Look below for the lines from the one with "Digitize the connectivity" to the one with "Build a routing graph from the image above, using all", and copy exactly those lines, both ends included.

++++++++++++++++++++

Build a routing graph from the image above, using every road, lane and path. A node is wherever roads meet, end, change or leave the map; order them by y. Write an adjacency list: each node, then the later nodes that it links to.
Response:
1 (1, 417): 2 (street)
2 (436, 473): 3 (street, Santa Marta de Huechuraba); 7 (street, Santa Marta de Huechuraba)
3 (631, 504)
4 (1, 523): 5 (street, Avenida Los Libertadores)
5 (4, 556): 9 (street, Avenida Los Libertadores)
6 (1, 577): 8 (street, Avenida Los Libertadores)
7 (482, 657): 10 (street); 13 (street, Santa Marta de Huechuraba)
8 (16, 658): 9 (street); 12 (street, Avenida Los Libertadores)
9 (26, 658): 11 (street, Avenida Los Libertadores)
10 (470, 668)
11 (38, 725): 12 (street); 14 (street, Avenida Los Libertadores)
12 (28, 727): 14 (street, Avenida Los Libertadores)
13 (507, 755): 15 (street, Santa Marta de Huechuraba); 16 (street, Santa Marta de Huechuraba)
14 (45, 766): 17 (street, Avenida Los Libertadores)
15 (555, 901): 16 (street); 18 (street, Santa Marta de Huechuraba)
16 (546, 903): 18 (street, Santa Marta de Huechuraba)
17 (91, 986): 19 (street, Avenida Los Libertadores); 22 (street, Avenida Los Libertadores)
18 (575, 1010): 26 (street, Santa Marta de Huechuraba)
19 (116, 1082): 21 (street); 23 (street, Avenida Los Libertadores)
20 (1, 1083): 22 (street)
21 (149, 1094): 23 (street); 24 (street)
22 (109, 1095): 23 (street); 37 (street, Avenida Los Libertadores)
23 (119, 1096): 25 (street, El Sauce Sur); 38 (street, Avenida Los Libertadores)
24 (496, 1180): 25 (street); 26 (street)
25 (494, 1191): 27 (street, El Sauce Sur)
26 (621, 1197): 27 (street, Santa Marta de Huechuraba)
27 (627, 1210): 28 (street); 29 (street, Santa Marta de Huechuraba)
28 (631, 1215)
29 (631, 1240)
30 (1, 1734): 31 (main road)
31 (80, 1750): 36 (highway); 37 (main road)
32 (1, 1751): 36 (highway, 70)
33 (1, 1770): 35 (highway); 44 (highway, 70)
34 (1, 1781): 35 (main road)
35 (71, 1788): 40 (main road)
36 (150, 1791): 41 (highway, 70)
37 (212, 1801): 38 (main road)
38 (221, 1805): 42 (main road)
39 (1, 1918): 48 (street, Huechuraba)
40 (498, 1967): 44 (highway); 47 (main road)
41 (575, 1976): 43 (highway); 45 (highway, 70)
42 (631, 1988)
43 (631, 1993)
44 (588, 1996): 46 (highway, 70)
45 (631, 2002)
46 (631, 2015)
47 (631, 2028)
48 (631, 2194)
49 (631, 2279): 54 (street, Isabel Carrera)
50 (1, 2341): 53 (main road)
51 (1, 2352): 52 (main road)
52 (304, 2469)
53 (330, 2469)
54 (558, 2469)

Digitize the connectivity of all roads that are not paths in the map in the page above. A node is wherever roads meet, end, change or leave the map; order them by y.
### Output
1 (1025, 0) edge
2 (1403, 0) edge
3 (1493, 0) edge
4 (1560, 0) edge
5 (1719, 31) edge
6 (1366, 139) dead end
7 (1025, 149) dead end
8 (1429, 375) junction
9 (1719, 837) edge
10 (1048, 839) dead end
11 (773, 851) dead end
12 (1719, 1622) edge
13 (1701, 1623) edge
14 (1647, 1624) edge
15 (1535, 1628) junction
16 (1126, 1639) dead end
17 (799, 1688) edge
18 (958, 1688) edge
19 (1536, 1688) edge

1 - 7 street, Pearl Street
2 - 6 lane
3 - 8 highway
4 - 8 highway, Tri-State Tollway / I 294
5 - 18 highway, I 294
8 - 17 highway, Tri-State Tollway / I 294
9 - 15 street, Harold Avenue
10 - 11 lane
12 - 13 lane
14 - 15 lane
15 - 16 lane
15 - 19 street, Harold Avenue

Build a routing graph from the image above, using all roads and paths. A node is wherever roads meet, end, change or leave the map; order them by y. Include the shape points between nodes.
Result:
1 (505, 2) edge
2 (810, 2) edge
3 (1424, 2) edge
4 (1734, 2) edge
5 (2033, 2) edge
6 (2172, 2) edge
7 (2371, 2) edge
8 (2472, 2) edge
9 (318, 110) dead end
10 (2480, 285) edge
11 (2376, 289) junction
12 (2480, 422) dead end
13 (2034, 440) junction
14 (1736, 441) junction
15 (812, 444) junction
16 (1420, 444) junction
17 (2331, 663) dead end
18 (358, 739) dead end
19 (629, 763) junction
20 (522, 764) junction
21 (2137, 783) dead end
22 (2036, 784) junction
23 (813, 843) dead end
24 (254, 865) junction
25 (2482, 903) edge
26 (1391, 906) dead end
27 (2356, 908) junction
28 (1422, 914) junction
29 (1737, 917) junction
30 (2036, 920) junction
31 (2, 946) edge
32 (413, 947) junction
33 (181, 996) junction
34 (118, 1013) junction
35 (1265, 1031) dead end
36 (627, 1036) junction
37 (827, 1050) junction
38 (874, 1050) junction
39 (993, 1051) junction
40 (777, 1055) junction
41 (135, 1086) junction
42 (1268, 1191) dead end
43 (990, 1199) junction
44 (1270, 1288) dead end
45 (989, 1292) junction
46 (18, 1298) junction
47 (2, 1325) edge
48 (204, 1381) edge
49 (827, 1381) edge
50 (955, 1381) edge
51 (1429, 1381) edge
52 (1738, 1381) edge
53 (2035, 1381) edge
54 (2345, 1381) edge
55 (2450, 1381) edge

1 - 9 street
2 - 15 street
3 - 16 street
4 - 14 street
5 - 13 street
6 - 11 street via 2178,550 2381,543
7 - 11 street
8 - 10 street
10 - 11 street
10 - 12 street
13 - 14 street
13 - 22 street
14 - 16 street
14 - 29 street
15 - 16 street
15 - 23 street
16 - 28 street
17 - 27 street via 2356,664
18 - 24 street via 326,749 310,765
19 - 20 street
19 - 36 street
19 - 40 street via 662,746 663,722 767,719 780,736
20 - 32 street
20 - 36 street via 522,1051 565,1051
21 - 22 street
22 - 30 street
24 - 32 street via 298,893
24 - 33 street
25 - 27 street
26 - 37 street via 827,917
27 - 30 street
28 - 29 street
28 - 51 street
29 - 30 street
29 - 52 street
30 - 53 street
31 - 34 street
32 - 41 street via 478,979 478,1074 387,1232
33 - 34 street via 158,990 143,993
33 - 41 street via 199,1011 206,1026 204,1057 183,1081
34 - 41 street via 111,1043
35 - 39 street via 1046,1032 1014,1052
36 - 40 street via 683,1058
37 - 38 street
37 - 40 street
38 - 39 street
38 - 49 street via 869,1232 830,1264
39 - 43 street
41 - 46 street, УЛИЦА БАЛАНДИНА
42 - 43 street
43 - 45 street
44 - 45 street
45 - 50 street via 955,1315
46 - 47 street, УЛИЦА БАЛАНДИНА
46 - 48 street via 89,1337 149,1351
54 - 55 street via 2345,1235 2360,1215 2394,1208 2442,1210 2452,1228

++++++++++++++++++++

_TASK RESULT_
Digitize the connectivity of all roads that are not paths in the map in the page above. A node is wherever roads meet, end, change or leave the map; order them by y.
### Output
1 (1025, 0) edge
2 (1403, 0) edge
3 (1493, 0) edge
4 (1560, 0) edge
5 (1719, 31) edge
6 (1366, 139) dead end
7 (1025, 149) dead end
8 (1429, 375) junction
9 (1719, 837) edge
10 (1048, 839) dead end
11 (773, 851) dead end
12 (1719, 1622) edge
13 (1701, 1623) edge
14 (1647, 1624) edge
15 (1535, 1628) junction
16 (1126, 1639) dead end
17 (799, 1688) edge
18 (958, 1688) edge
19 (1536, 1688) edge

1 - 7 street, Pearl Street
2 - 6 lane
3 - 8 highway
4 - 8 highway, Tri-State Tollway / I 294
5 - 18 highway, I 294
8 - 17 highway, Tri-State Tollway / I 294
9 - 15 street, Harold Avenue
10 - 11 lane
12 - 13 lane
14 - 15 lane
15 - 16 lane
15 - 19 street, Harold Avenue

Build a routing graph from the image above, using all roads and paths. A node is wherever roads meet, end, change or leave the map; order them by y. Include the shape points between nodes.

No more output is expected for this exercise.